Data excerpts
● ● ● ● ●

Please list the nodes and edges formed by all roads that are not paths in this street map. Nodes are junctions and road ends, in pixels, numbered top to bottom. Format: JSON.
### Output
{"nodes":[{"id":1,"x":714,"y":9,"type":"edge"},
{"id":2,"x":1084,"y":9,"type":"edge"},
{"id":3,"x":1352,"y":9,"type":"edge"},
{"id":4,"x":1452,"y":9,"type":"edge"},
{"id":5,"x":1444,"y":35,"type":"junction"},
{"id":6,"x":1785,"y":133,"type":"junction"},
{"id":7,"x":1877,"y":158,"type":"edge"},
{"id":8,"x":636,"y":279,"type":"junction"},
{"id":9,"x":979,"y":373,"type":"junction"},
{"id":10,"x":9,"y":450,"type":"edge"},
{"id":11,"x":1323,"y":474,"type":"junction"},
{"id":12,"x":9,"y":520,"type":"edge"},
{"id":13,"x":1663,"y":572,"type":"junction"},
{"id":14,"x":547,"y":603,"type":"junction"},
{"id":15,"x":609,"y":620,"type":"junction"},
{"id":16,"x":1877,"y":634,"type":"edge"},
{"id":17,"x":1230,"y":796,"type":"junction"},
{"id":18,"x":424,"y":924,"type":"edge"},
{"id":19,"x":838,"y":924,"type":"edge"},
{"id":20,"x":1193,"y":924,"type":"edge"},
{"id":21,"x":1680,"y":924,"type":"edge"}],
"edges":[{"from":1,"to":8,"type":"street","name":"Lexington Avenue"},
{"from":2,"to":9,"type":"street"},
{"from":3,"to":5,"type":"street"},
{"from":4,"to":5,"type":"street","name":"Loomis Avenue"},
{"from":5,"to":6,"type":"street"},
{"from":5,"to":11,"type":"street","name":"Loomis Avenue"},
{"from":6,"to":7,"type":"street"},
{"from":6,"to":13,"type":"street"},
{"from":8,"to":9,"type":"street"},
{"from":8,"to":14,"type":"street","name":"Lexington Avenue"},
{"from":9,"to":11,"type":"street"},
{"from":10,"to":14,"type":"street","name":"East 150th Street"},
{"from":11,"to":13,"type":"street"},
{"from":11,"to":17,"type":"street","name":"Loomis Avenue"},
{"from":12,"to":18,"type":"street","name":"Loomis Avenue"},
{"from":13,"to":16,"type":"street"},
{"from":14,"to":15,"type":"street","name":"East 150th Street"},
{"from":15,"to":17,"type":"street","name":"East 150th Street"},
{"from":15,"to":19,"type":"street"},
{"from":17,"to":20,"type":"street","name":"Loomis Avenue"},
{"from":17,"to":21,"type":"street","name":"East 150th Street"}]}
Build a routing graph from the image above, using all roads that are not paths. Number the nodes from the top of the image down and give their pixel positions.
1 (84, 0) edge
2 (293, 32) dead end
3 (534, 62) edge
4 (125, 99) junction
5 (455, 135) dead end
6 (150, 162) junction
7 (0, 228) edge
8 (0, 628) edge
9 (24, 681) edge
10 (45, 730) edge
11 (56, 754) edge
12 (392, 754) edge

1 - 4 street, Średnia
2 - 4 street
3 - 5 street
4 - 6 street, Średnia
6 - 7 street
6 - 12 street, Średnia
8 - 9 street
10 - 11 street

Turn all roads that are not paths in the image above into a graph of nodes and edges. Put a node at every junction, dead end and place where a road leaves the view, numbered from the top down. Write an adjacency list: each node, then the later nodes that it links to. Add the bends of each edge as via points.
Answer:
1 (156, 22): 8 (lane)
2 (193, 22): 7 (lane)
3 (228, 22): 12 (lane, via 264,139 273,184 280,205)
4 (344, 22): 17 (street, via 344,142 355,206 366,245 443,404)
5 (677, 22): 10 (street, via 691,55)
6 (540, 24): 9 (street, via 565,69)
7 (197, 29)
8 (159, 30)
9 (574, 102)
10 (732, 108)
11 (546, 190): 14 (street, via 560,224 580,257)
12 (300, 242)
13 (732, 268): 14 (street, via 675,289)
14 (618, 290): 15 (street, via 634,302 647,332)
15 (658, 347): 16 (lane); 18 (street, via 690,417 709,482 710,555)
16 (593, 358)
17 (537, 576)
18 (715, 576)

● ● ● ● ●

- _YOUR INSTRUCTIONS_
The whole block of entries above should be repeated exactly.

- _RESPONSE BOX_
Please list the nodes and edges formed by all roads that are not paths in this street map. Nodes are junctions and road ends, in pixels, numbered top to bottom. Format: JSON.
### Output
{"nodes":[{"id":1,"x":714,"y":9,"type":"edge"},
{"id":2,"x":1084,"y":9,"type":"edge"},
{"id":3,"x":1352,"y":9,"type":"edge"},
{"id":4,"x":1452,"y":9,"type":"edge"},
{"id":5,"x":1444,"y":35,"type":"junction"},
{"id":6,"x":1785,"y":133,"type":"junction"},
{"id":7,"x":1877,"y":158,"type":"edge"},
{"id":8,"x":636,"y":279,"type":"junction"},
{"id":9,"x":979,"y":373,"type":"junction"},
{"id":10,"x":9,"y":450,"type":"edge"},
{"id":11,"x":1323,"y":474,"type":"junction"},
{"id":12,"x":9,"y":520,"type":"edge"},
{"id":13,"x":1663,"y":572,"type":"junction"},
{"id":14,"x":547,"y":603,"type":"junction"},
{"id":15,"x":609,"y":620,"type":"junction"},
{"id":16,"x":1877,"y":634,"type":"edge"},
{"id":17,"x":1230,"y":796,"type":"junction"},
{"id":18,"x":424,"y":924,"type":"edge"},
{"id":19,"x":838,"y":924,"type":"edge"},
{"id":20,"x":1193,"y":924,"type":"edge"},
{"id":21,"x":1680,"y":924,"type":"edge"}],
"edges":[{"from":1,"to":8,"type":"street","name":"Lexington Avenue"},
{"from":2,"to":9,"type":"street"},
{"from":3,"to":5,"type":"street"},
{"from":4,"to":5,"type":"street","name":"Loomis Avenue"},
{"from":5,"to":6,"type":"street"},
{"from":5,"to":11,"type":"street","name":"Loomis Avenue"},
{"from":6,"to":7,"type":"street"},
{"from":6,"to":13,"type":"street"},
{"from":8,"to":9,"type":"street"},
{"from":8,"to":14,"type":"street","name":"Lexington Avenue"},
{"from":9,"to":11,"type":"street"},
{"from":10,"to":14,"type":"street","name":"East 150th Street"},
{"from":11,"to":13,"type":"street"},
{"from":11,"to":17,"type":"street","name":"Loomis Avenue"},
{"from":12,"to":18,"type":"street","name":"Loomis Avenue"},
{"from":13,"to":16,"type":"street"},
{"from":14,"to":15,"type":"street","name":"East 150th Street"},
{"from":15,"to":17,"type":"street","name":"East 150th Street"},
{"from":15,"to":19,"type":"street"},
{"from":17,"to":20,"type":"street","name":"Loomis Avenue"},
{"from":17,"to":21,"type":"street","name":"East 150th Street"}]}
Build a routing graph from the image above, using all roads that are not paths. Number the nodes from the top of the image down and give their pixel positions.
1 (84, 0) edge
2 (293, 32) dead end
3 (534, 62) edge
4 (125, 99) junction
5 (455, 135) dead end
6 (150, 162) junction
7 (0, 228) edge
8 (0, 628) edge
9 (24, 681) edge
10 (45, 730) edge
11 (56, 754) edge
12 (392, 754) edge

1 - 4 street, Średnia
2 - 4 street
3 - 5 street
4 - 6 street, Średnia
6 - 7 street
6 - 12 street, Średnia
8 - 9 street
10 - 11 street

Turn all roads that are not paths in the image above into a graph of nodes and edges. Put a node at every junction, dead end and place where a road leaves the view, numbered from the top down. Write an adjacency list: each node, then the later nodes that it links to. Add the bends of each edge as via points.
Answer:
1 (156, 22): 8 (lane)
2 (193, 22): 7 (lane)
3 (228, 22): 12 (lane, via 264,139 273,184 280,205)
4 (344, 22): 17 (street, via 344,142 355,206 366,245 443,404)
5 (677, 22): 10 (street, via 691,55)
6 (540, 24): 9 (street, via 565,69)
7 (197, 29)
8 (159, 30)
9 (574, 102)
10 (732, 108)
11 (546, 190): 14 (street, via 560,224 580,257)
12 (300, 242)
13 (732, 268): 14 (street, via 675,289)
14 (618, 290): 15 (street, via 634,302 647,332)
15 (658, 347): 16 (lane); 18 (street, via 690,417 709,482 710,555)
16 (593, 358)
17 (537, 576)
18 (715, 576)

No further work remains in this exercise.